A federal court has ruled that social workers have to respect the U.S. Constitution regarding privacy and parental rights, and if they don't they may be held liable.

The ruling comes in an Arizona case in which social workers, accompanied by Maricopa County deputy sheriffs, made unsupported threats to place a family's children in custody and arrest the parents if they were not allowed to make what ended up being an allegedly illegal search of the family's home.

U.S. District Judge Earl H. Carroll ordered that a lawsuit by the family against the social workers and sheriff will be allowed to continue, because the social workers' concerns were based on "an anonymous tip that the … Loudermilk children were being neglected and that plaintiffs' home was uninhabitable."

However, the judge said that under federal law, an anonymous tip, "without more, does not constitute probable cause."

(Story continues below)

The case is being publicized by the Home School Legal Defense Association because of the involvement of the organization's members, the family of John and Tiffany Loudermilk.

"Social workers and sheriff's deputies had come to the home … demanding entry based on a six-week-old anonymous tip that the newly constructed home was unsafe for children," the organization said.

"The Loudermilks declined consent, as was their right under the Fourth Amendment.

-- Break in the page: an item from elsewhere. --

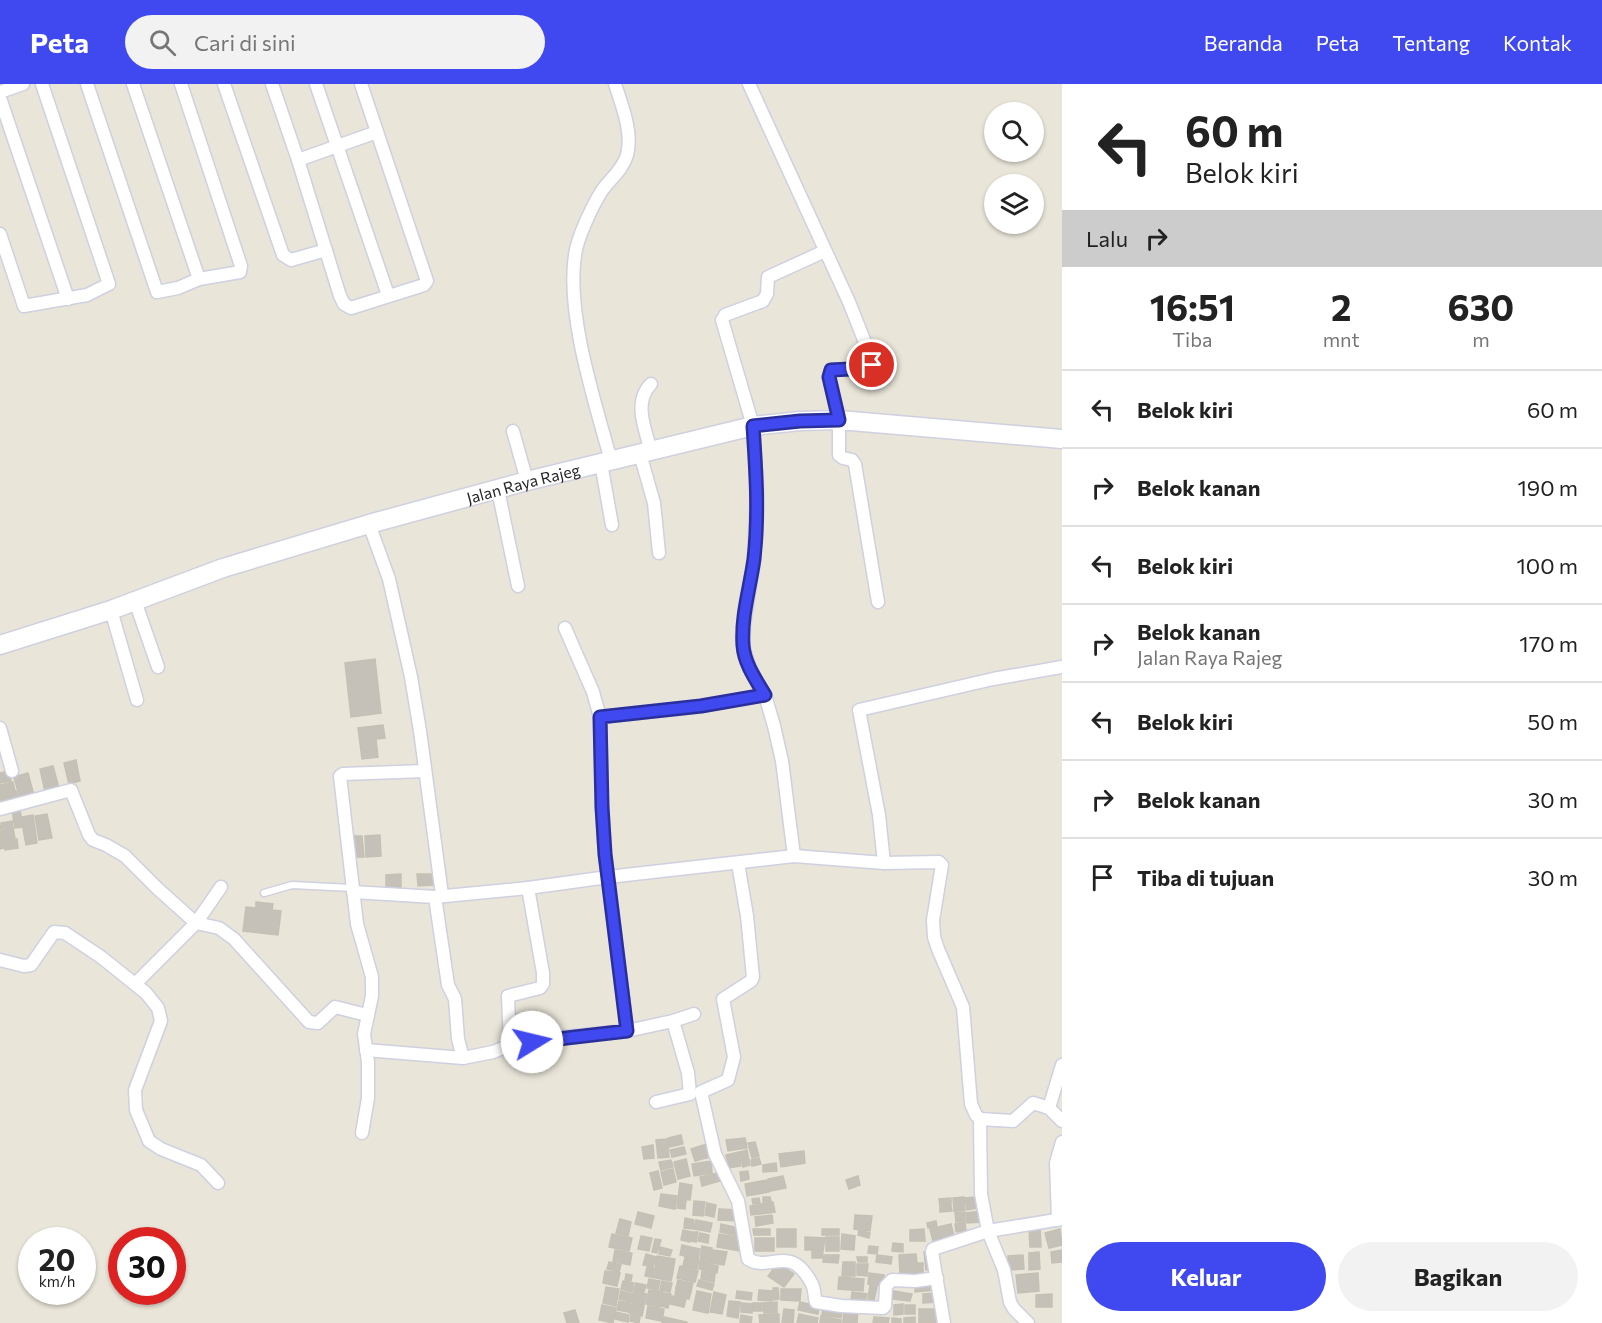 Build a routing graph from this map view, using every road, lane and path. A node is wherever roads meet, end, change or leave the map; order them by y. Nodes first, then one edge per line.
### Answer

After an escalating confrontation at the front door that lasted 40 minutes, the social workers, backed by no fewer than four deputies, threatened to take the Loudermilks' children into custody and place them in foster care if the Loudermilks continued to deny them entry… An assistant attorney general repeated this threat to HSLDA attorney Thomas Schmidt, who was assisting the Loudermilks during the confrontation," the HSLDA report said.

Under duress, the family allowed the social workers and deputies inside, who found nothing wrong, the report said.

But as a result of the search, the family sued the social workers and others citing the violation of their Fourth Amendment rights in the search, and violations of their 14th Amendment rights to privacy and family integrity because of the threats.

The judge, acting on motions submitted by the defendants to escape liability, agreed with the family.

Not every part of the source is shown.